── Provided entries
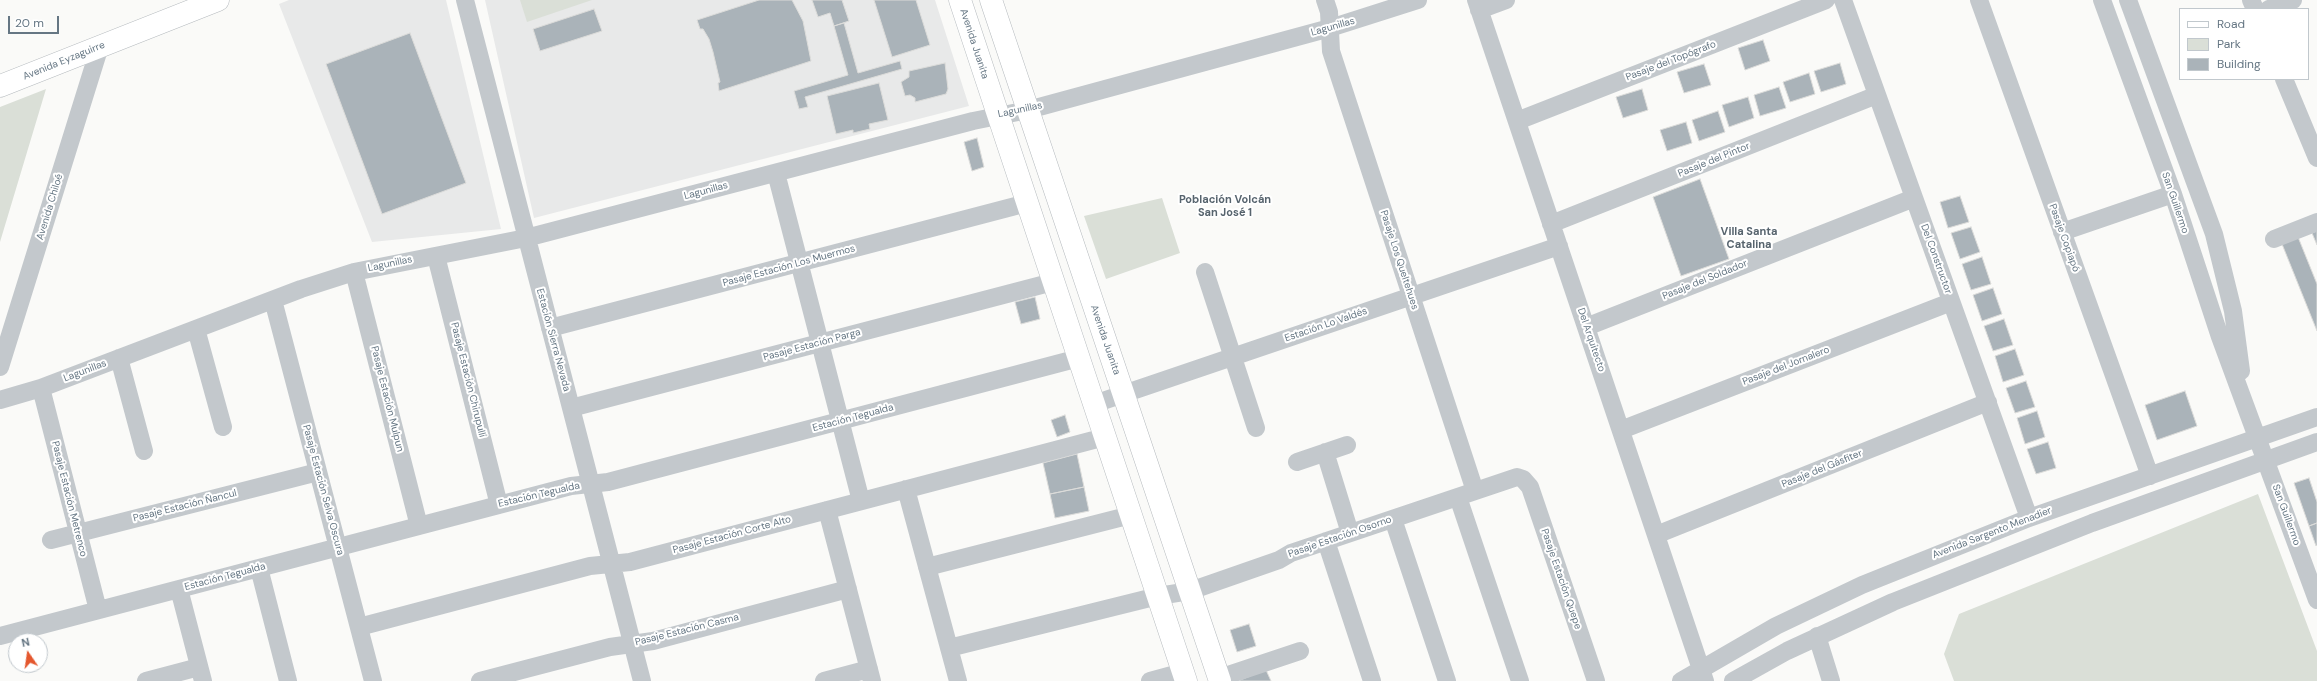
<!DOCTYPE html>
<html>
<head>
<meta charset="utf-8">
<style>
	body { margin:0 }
	#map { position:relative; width:2317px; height:681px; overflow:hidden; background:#fafaf8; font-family:"DM Sans",sans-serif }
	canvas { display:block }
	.legend { position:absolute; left:2179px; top:8px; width:130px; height:72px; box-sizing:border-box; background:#fff; border:1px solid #c1c8cd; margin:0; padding:5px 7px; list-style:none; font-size:12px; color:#657683 }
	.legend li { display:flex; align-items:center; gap:8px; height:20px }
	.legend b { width:20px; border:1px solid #c1c8cd }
	.north { position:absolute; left:8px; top:633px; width:40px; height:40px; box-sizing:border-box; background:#fff; border:1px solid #c1c8cd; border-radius:50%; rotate:347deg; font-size:11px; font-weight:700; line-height:16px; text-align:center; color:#657683 }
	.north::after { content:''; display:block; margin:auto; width:14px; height:18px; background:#e4572e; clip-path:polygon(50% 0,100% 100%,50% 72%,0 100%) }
	.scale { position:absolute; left:8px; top:16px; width:51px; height:18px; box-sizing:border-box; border:2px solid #657683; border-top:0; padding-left:5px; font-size:12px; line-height:14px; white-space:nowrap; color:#657683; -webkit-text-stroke:3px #fff; paint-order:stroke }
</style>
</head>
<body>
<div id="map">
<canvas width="2317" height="681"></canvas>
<ul class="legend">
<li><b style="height:5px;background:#fff"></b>Road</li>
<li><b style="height:11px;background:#dadfd7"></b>Park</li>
<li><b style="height:11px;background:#aab3b9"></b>Building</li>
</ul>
<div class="north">N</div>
<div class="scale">20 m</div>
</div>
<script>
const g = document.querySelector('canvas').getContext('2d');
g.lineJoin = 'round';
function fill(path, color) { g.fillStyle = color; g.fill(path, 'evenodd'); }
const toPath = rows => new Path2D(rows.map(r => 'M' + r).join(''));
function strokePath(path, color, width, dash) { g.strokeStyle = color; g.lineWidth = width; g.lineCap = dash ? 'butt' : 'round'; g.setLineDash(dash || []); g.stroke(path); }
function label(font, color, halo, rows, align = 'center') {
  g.font = font + ' "DM Sans",sans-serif'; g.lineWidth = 4; g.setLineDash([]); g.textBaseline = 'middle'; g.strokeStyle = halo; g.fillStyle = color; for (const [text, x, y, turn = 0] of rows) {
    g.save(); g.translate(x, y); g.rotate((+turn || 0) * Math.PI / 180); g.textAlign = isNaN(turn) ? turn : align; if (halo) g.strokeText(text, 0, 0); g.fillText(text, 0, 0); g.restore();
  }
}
fill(toPath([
	[289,0,446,0,501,229,372,242,279,4],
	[485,0,935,0,969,106,534,218]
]), '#e8e9e9');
fill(toPath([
	[520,0,592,0,527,22],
	[46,89,0,242,0,107],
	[1162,198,1180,253,1106,279,1084,216],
	[2258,494,2317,651,2317,681,1954,681,1944,654,1959,614]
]), '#dadfd7');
const building = toPath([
	[759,0,792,0,803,21,811,61,719,91,718,83,720,82,713,52,709,39,703,29,700,29,697,20,759,0],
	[812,0,842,0,849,21,834,26,830,13,818,17,812,0],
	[874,0,916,0,930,45,892,57,874,0],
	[594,9,602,31,540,51,533,29,594,9],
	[844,23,858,73,900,61,902,69,805,97,808,107,799,109,794,91,848,75,834,26,844,23],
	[410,33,466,183,382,214,326,64,410,33],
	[1763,40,1770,61,1745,70,1738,48,1763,40],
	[945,63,948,89,946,94,915,102,915,98,910,95,905,96,901,82,909,77,909,71,945,63],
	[1840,63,1846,84,1821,92,1814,71,1840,63],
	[1704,64,1711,85,1684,93,1677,72,1704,64],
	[1809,73,1815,94,1790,102,1783,82,1809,73],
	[879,83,888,120,869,124,870,129,853,133,853,130,836,134,827,96,879,83],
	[1779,87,1786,108,1760,116,1754,95,1779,87],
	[1642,89,1648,110,1623,118,1616,97,1642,89],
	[1748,97,1754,118,1729,127,1722,105,1748,97],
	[1718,111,1725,132,1699,141,1692,120,1718,111],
	[1686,122,1692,143,1667,151,1660,130,1686,122],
	[977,138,984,167,972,171,964,142,977,138],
	[1700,179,1729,259,1681,276,1653,197,1700,179],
	[1960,196,1969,222,1948,228,1940,202,1960,196],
	[1971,227,1980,252,1960,259,1951,233,1971,227],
	[2317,231,2317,245,2312,233,2317,231],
	[2298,237,2317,284,2317,331,2282,244,2298,237],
	[1982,257,1991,284,1971,290,1962,264,1982,257],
	[1993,288,2002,314,1982,321,1973,295,1993,288],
	[1035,297,1040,319,1021,324,1015,302,1035,297],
	[2004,319,2013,345,1993,351,1984,326,2004,319],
	[2015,349,2024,375,2003,382,1995,356,2015,349],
	[2026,381,2035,407,2015,413,2006,388,2026,381],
	[2185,391,2197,426,2157,440,2145,405,2185,391],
	[2037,411,2045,437,2025,444,2017,418,2037,411],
	[1065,415,1070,432,1057,437,1051,420,1065,415],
	[2048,442,2056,468,2036,474,2027,449,2048,442],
	[1077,454,1084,487,1050,494,1043,463,1077,454],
	[2309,478,2317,502,2317,523,2309,526,2294,483,2309,478],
	[1084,487,1089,511,1055,518,1050,494,1084,487],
	[2317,523,2317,545,2316,546,2309,526,2317,523],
	[1249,624,1256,646,1237,652,1230,630,1249,624],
	[1266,670,1271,681,1240,681,1240,680,1266,670]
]);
fill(building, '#aab3b9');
strokePath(building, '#dcdcda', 1);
const major = toPath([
	[960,0,1186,681],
	[991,0,1220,681],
	[0,86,218,0]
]);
strokePath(major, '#b5babe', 23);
strokePath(toPath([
	[465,0,642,681],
	[1325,0,1329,12,1331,51,1475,491],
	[1476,0,1705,681],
	[1843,0,2029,518],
	[1979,0,2150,476],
	[2102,0,2173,194,2220,337,2317,600],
	[2128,0,2214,234,2233,311,2241,371],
	[2251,0,2255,9],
	[2269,9,2293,0],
	[1479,10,1506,0],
	[2284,79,2317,158],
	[1517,121,1826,0],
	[776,173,861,501],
	[1551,224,1877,95],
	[2062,232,2173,194],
	[2274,239,2317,222],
	[436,256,499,505],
	[354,272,419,526],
	[1205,272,1256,428],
	[273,300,373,681],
	[1586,327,1914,198],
	[550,328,1027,203],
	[196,329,223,427],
	[119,358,144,451],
	[0,367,100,46],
	[41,388,98,610],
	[0,400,41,388,301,289,354,272,526,238,973,121,1028,110,1330,28,1418,0],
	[1094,404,1559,246],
	[571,408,1053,282],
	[1621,430,1951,302],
	[1325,452,1350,533],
	[1297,462,1347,445],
	[906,489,958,681],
	[1458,497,1520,681],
	[827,510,872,681],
	[1393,519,1447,681],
	[1656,535,1988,402],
	[51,540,318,472],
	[1326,541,1372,681],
	[927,567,1131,515],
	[259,568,288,681],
	[179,589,203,681],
	[359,627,590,566,630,562,1105,437],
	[0,636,571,486,608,482,1079,358],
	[1817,636,1831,681],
	[949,648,1158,596,1190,591,1279,560,1291,553,1517,477,1523,479,1530,487,1596,681],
	[1219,678,1300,651],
	[146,681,199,667],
	[480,681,610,647,653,641,848,589],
	[824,681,869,669],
	[1150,681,1183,672],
	[1681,681,1776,626,1862,585,2029,518,2317,417],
	[1733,681,1787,651,1893,602,2092,523,2317,442]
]), '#c3c8cc', 18);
strokePath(major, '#fff', 22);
label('10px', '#657683', '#fff', [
	["Lagunillas",1333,27,-16],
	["Avenida Juanita",974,44,72],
	["Avenida Eyzaguirre",64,61,-22],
	["Pasaje del Topógrafo",1671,61,-21],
	["Lagunillas",1020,110,-12],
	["Pasaje del Pintor",1714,160,-22],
	["Lagunillas",706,191,-15],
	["San Guillermo",2175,203,71],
	["Avenida Chiloé",50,207,-73],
	["Pasaje Copiapó",2064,238,70],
	["Del Constructor",1936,259,70],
	["Pasaje Los Queltehues",1399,260,72],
	["Lagunillas",390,264,-12],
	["Pasaje Estación Los Muermos",789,266,-15],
	["Pasaje del Soldador",1705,280,-22],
	["Estación Lo Valdés",1326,325,-19],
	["Estación Sierra Nevada",553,340,75],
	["Avenida Juanita",1105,340,71],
	["Del Arquitecto",1591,340,71],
	["Pasaje Estación Parga",812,345,-15],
	["Pasaje del Jornalero",1786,366,-21],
	["Lagunillas",85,371,-21],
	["Pasaje Estación Chirupulli",468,380,76],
	["Pasaje Estación Mulpun",387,399,76],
	["Estación Tegualda",853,418,-15],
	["Pasaje del Gásfiter",1822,469,-22],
	["Pasaje Estación Selva Oscura",323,490,75],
	["Estación Tegualda",539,495,-13],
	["Pasaje Estación Metrenco",69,499,76],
	["Pasaje Estación Ñancul",185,506,-14],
	["San Guillermo",2286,515,70],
	["Avenida Sargento Menadier",1992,533,-21],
	["Pasaje Estación Corte Alto",732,535,-15],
	["Pasaje Estación Osorno",1340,537,-19],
	["Estación Tegualda",225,577,-15],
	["Pasaje Estación Quepe",1561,579,71],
	["Pasaje Estación Casma",687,630,-14]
]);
label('bold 11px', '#57646e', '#fff', [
	["Población Volcán",1225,200],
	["San José 1",1225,213],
	["Villa Santa",1749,232],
	["Catalina",1749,245]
]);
</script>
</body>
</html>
────
Work instruction:
Could you reproduce, exactly, every line above from the line with "function label(font, color, halo, rows, align" to the line with "g.font = font", and no other line? Both ends count.

Solution to this task:
function label(font, color, halo, rows, align = 'center') {
  g.font = font + ' "DM Sans",sans-serif'; g.lineWidth = 4; g.setLineDash([]); g.textBaseline = 'middle'; g.strokeStyle = halo; g.fillStyle = color; for (const [text, x, y, turn = 0] of rows) {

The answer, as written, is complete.